Frequently asked questions
Which method gives the most accurate due date?
IVF transfer dates are the most precise because the exact fertilization timing is known. Conception-date methods are next. LMP-based calculations are least precise because they assume a 14-day follicular phase. A first-trimester ultrasound (7 to 13 weeks) is generally the clinical gold standard.
Why is IVF due date calculated differently for Day-3 vs Day-5 embryos?
A Day-5 embryo (blastocyst) is 2 days more developed at transfer than a Day-3 embryo, so the due date is 2 days earlier. Day-5 transfer: due date = transfer + 261 days. Day-3 transfer: due date = transfer + 263 days. The difference accounts for those 2 extra days of lab culture.

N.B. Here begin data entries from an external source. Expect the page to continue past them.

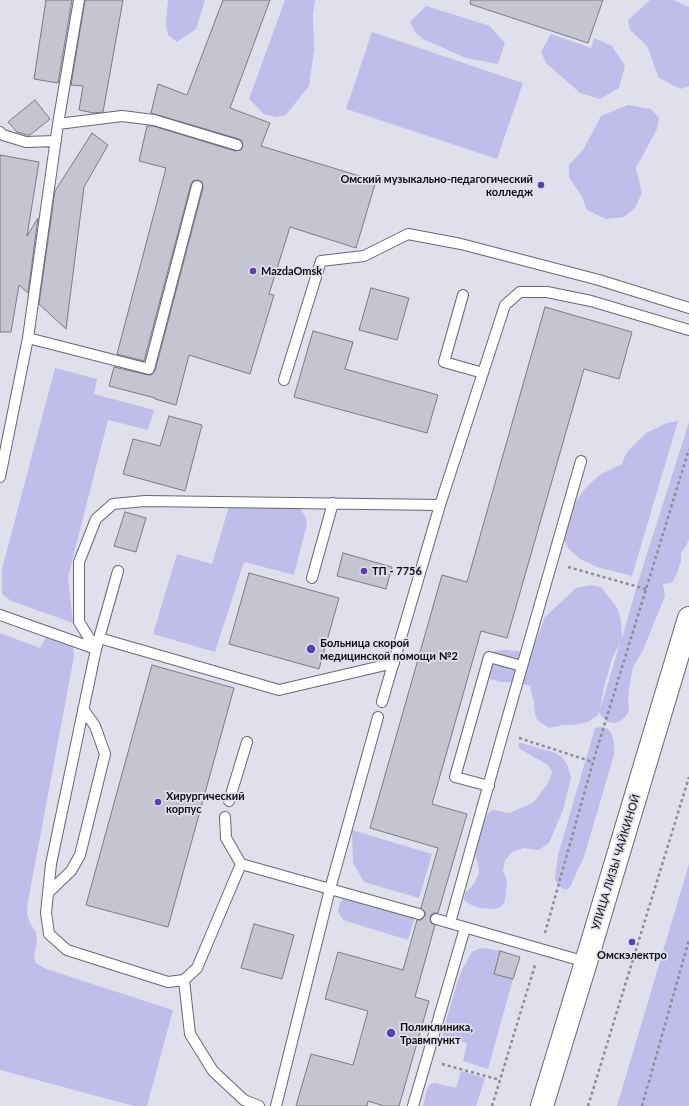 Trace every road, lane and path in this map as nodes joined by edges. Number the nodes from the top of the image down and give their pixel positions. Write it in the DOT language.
graph roads {
  1 [pos="79,0"];
  2 [pos="58,124"];
  3 [pos="0,132"];
  4 [pos="56,141"];
  5 [pos="237,145"];
  6 [pos="197,186"];
  7 [pos="463,295"];
  8 [pos="689,308"];
  9 [pos="689,330"];
  10 [pos="28,338"];
  11 [pos="483,373"];
  12 [pos="284,380"];
  13 [pos="689,449"];
  14 [pos="581,461"];
  15 [pos="0,477"];
  16 [pos="333,503"];
  17 [pos="440,505"];
  18 [pos="552,562"];
  19 [pos="118,571"];
  20 [pos="312,578"];
  21 [pos="646,589"];
  22 [pos="0,615"];
  23 [pos="689,618"];
  24 [pos="99,638"];
  25 [pos="96,649"];
  26 [pos="394,663"];
  27 [pos="522,666"];
  28 [pos="382,702"];
  29 [pos="83,709"];
  30 [pos="378,717"];
  31 [pos="503,733"];
  32 [pos="248,742"];
  33 [pos="593,762"];
  34 [pos="689,777"];
  35 [pos="488,786"];
  36 [pos="229,801"];
  37 [pos="225,817"];
  38 [pos="240,864"];
  39 [pos="330,889"];
  40 [pos="48,893"];
  41 [pos="419,914"];
  42 [pos="436,919"];
  43 [pos="450,923"];
  44 [pos="465,928"];
  45 [pos="689,940"];
  46 [pos="540,949"];
  47 [pos="586,962"];
  48 [pos="184,980"];
  49 [pos="427,1059"];
  50 [pos="500,1080"];
  51 [pos="259,1106"];
  52 [pos="276,1106"];
  53 [pos="413,1106"];
  54 [pos="492,1106"];
  55 [pos="542,1106"];
  56 [pos="588,1106"];
  57 [pos="642,1106"];
  1 -- 2 [label="lane"];
  2 -- 4 [label="lane"];
  2 -- 5 [label="lane"];
  3 -- 4 [label="lane"];
  4 -- 10 [label="lane"];
  6 -- 10 [label="lane"];
  7 -- 11 [label="lane"];
  8 -- 12 [label="lane"];
  9 -- 11 [label="lane"];
  10 -- 15 [label="lane"];
  11 -- 17 [label="lane"];
  13 -- 21 [label="path"];
  14 -- 18 [label="lane"];
  16 -- 17 [label="lane"];
  16 -- 20 [label="lane"];
  16 -- 25 [label="lane"];
  17 -- 26 [label="lane"];
  18 -- 21 [label="path"];
  18 -- 27 [label="lane"];
  19 -- 24 [label="lane"];
  21 -- 33 [label="path"];
  22 -- 25 [label="lane"];
  23 -- 47 [label="main road, УЛИЦА ЛИЗЫ ЧАЙКИНОЙ"];
  24 -- 25 [label="lane"];
  24 -- 26 [label="lane"];
  25 -- 29 [label="lane"];
  26 -- 28 [label="lane"];
  27 -- 31 [label="lane"];
  27 -- 35 [label="lane"];
  29 -- 40 [label="lane"];
  29 -- 40 [label="lane"];
  30 -- 39 [label="lane"];
  31 -- 33 [label="path"];
  31 -- 35 [label="lane"];
  32 -- 36 [label="lane"];
  33 -- 46 [label="path"];
  34 -- 56 [label="path"];
  35 -- 43 [label="lane"];
  37 -- 38 [label="lane"];
  38 -- 39 [label="lane"];
  38 -- 48 [label="lane"];
  39 -- 41 [label="lane"];
  39 -- 52 [label="lane"];
  40 -- 48 [label="lane"];
  42 -- 43 [label="lane"];
  43 -- 44 [label="lane"];
  44 -- 46 [label="lane"];
  44 -- 49 [label="lane"];
  45 -- 57 [label="path"];
  46 -- 47 [label="lane"];
  46 -- 50 [label="path"];
  47 -- 55 [label="main road, УЛИЦА ЛИЗЫ ЧАЙКИНОЙ"];
  48 -- 51 [label="lane"];
  49 -- 50 [label="path"];
  49 -- 53 [label="lane"];
  50 -- 54 [label="path"];
}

How does cycle length affect the LMP-based due date?
The standard calculation assumes ovulation on day 14 of a 28-day cycle. If your cycle is longer (e.g. 35 days), ovulation likely occurred on day 21 instead, pushing the due date 7 days later. This calculator adjusts by adding (cycle length minus 28) days.

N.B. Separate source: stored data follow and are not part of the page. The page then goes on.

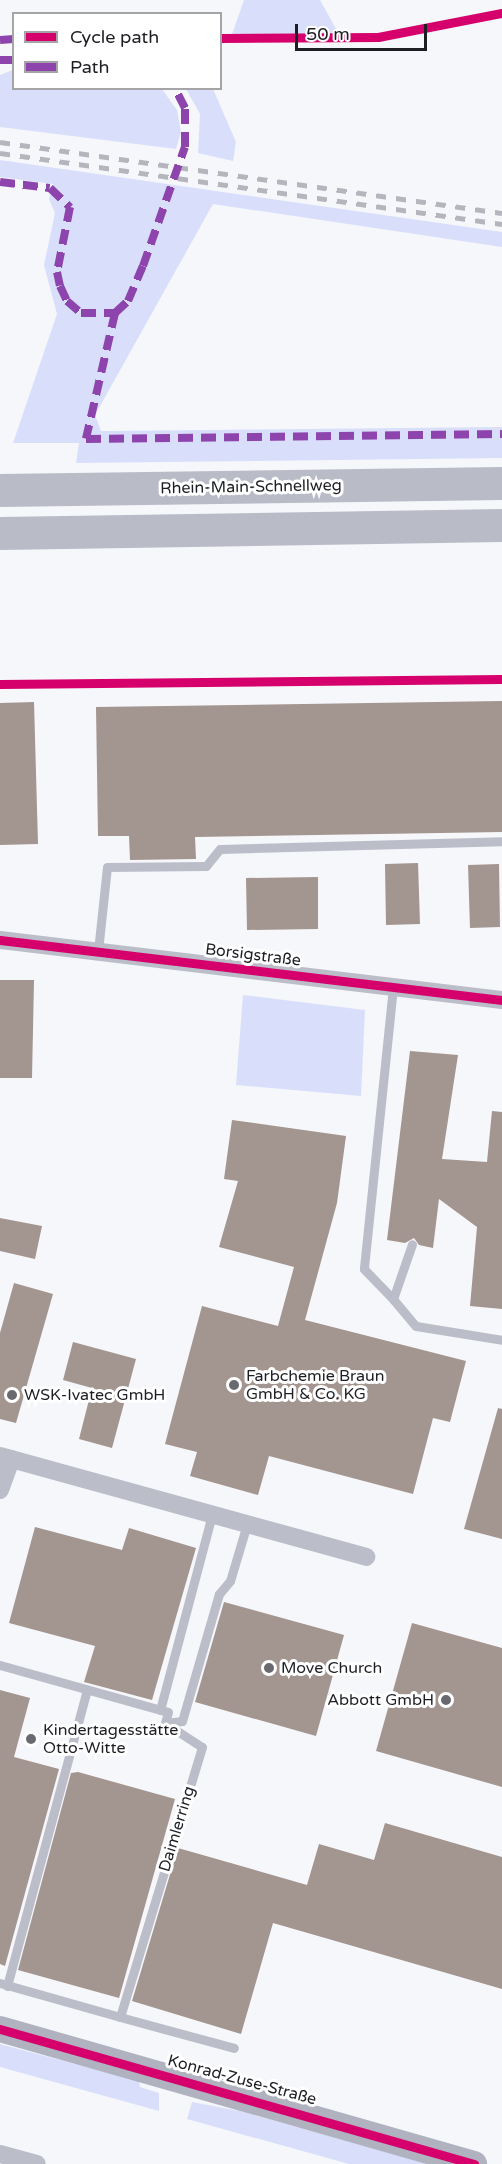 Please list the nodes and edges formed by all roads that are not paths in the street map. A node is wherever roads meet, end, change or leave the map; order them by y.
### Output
1 (502, 483) edge
2 (0, 490) edge
3 (502, 525) edge
4 (0, 533) edge
5 (502, 841) edge
6 (0, 940) edge
7 (98, 951) junction
8 (393, 987) junction
9 (502, 1000) edge
10 (412, 1244) dead end
11 (393, 1299) junction
12 (502, 1340) edge
13 (6, 1458) edge
14 (0, 1490) edge
15 (212, 1515) junction
16 (247, 1524) junction
17 (366, 1557) dead end
18 (0, 1665) edge
19 (87, 1690) junction
20 (160, 1710) junction
21 (165, 1723) junction
22 (4, 1984) edge
23 (120, 2017) junction
24 (0, 2029) edge
25 (234, 2049) dead end
26 (0, 2154) edge
27 (37, 2164) edge
28 (474, 2164) edge

1 - 2 highway, Rhein-Main-Schnellweg
3 - 4 highway
5 - 7 lane
6 - 7 street, Borsigstraße
7 - 8 street, Borsigstraße
8 - 9 street, Borsigstraße
8 - 11 lane
10 - 11 lane
11 - 12 lane
13 - 14 street
13 - 15 street
15 - 16 street
15 - 20 lane
16 - 17 street
16 - 21 lane
18 - 19 lane
19 - 20 lane
19 - 22 lane
20 - 21 lane
21 - 23 lane, Daimlerring
22 - 23 lane
23 - 25 lane
24 - 28 street, Konrad-Zuse-Straße
26 - 27 street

Can the due date change during pregnancy?
Yes. If a dating ultrasound in the first trimester shows the fetus measuring differently from what the LMP predicts (by more than 5 to 7 days), providers typically adjust the due date to match the ultrasound. Later ultrasounds are less reliable for dating.
What is the difference between gestational age and fetal age?
Gestational age counts from the first day of the last menstrual period and is about 2 weeks longer than fetal age, which counts from conception. Medical care uses gestational age, so a '40-week' pregnancy is really 38 weeks from conception.
Is a due date of 40 weeks or 38 weeks from conception?
Both are the same thing stated differently. Full-term pregnancy is 40 weeks gestational age (from LMP) or 38 weeks from conception. The 2-week difference is the assumed time from LMP to ovulation. The due date marks 40 completed gestational weeks.